Work to complete
Below are the entries; transcribe them exactly and drop every picture.

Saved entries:

+ + + +

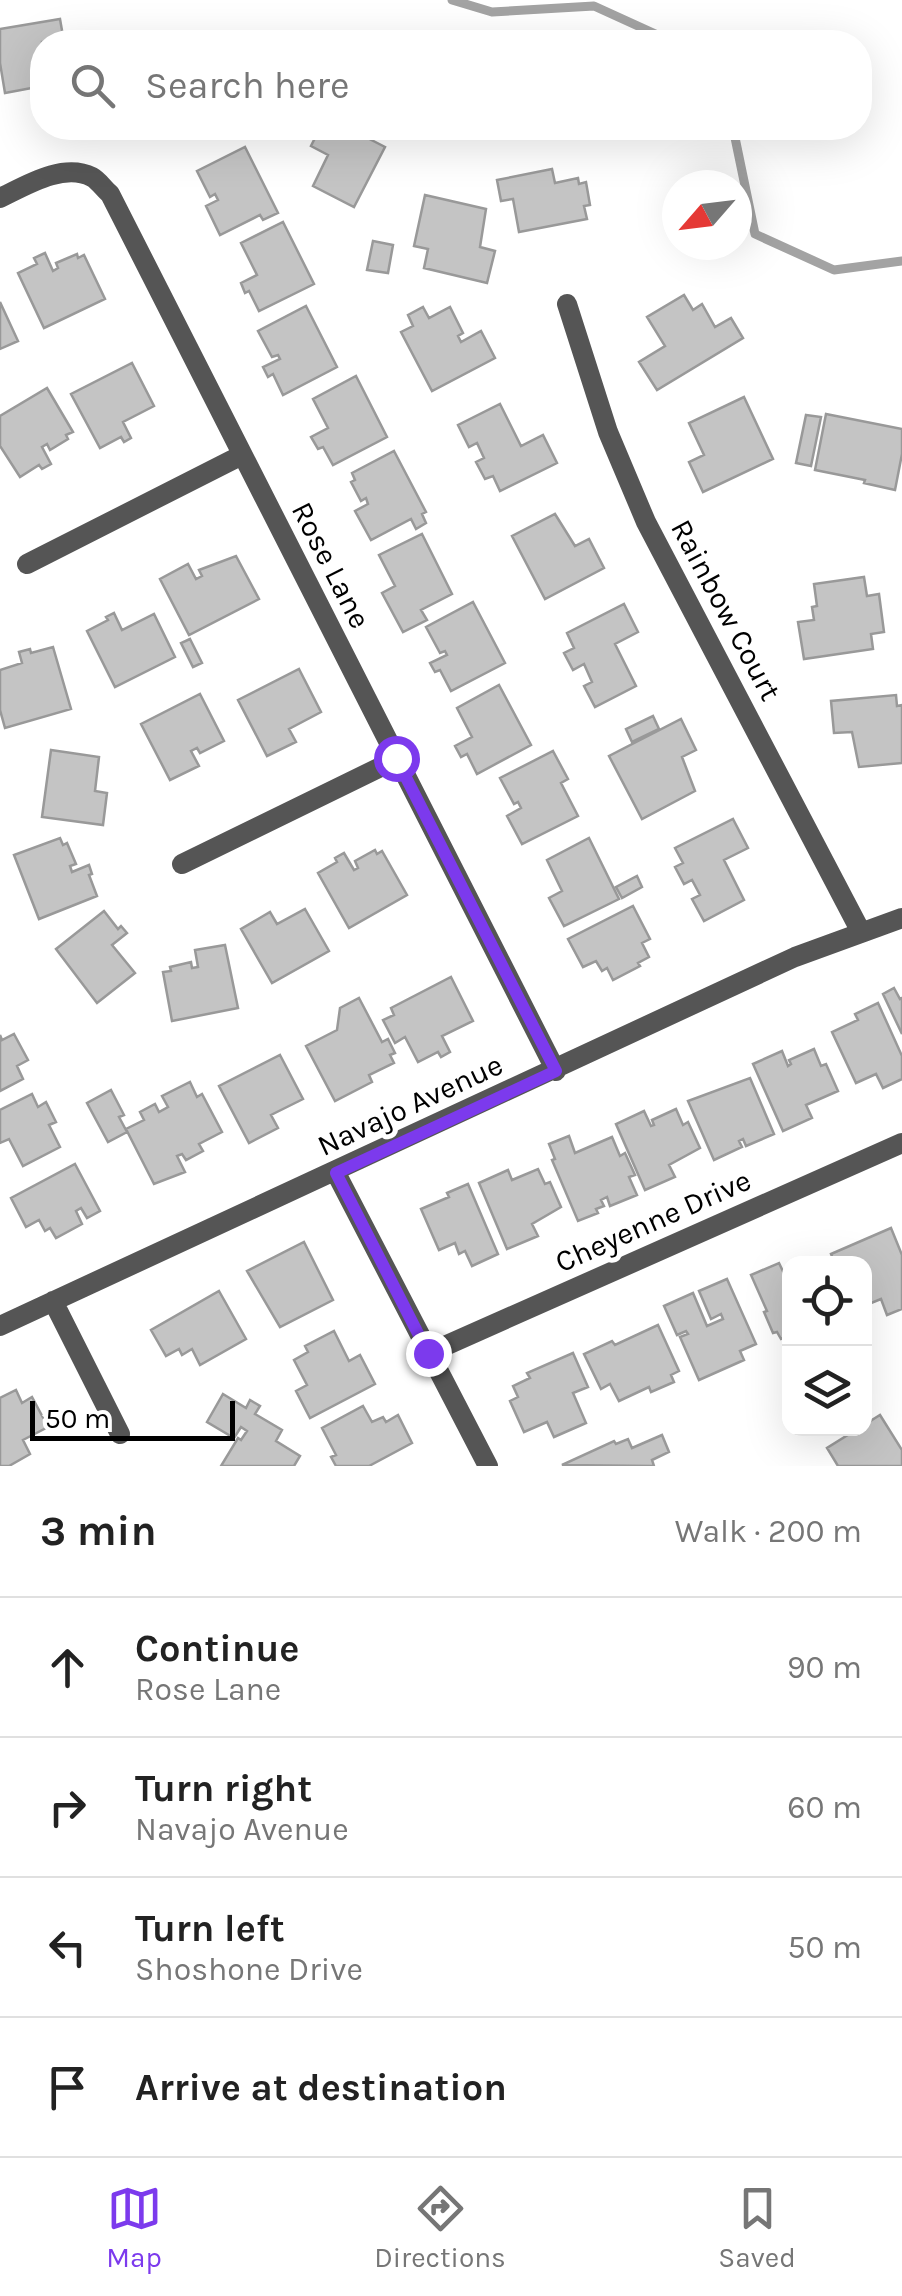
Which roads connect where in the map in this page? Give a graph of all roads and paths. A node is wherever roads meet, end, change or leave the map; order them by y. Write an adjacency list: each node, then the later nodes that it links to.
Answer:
1 (0, 198): 3 (street, Rose Lane)
2 (567, 304): 8 (street, Rainbow Court)
3 (242, 456): 4 (street); 5 (street, Rose Lane)
4 (27, 564)
5 (396, 758): 6 (street); 9 (street, Rose Lane)
6 (182, 864)
7 (902, 918): 8 (street, Navajo Avenue)
8 (860, 932): 9 (street, Navajo Avenue)
9 (556, 1071): 11 (street, Navajo Avenue)
10 (902, 1143): 14 (street, Cheyenne Drive)
11 (336, 1173): 12 (street, Navajo Avenue); 14 (street)
12 (53, 1301): 13 (street, Navajo Avenue); 15 (street)
13 (1, 1324)
14 (428, 1353): 16 (street)
15 (120, 1434)
16 (488, 1466)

+ + + +

Result of the task
Which roads connect where in the map in this page? Give a graph of all roads and paths. A node is wherever roads meet, end, change or leave the map; order them by y. Write an adjacency list: each node, then the later nodes that it links to.
Answer:
1 (0, 198): 3 (street, Rose Lane)
2 (567, 304): 8 (street, Rainbow Court)
3 (242, 456): 4 (street); 5 (street, Rose Lane)
4 (27, 564)
5 (396, 758): 6 (street); 9 (street, Rose Lane)
6 (182, 864)
7 (902, 918): 8 (street, Navajo Avenue)
8 (860, 932): 9 (street, Navajo Avenue)
9 (556, 1071): 11 (street, Navajo Avenue)
10 (902, 1143): 14 (street, Cheyenne Drive)
11 (336, 1173): 12 (street, Navajo Avenue); 14 (street)
12 (53, 1301): 13 (street, Navajo Avenue); 15 (street)
13 (1, 1324)
14 (428, 1353): 16 (street)
15 (120, 1434)
16 (488, 1466)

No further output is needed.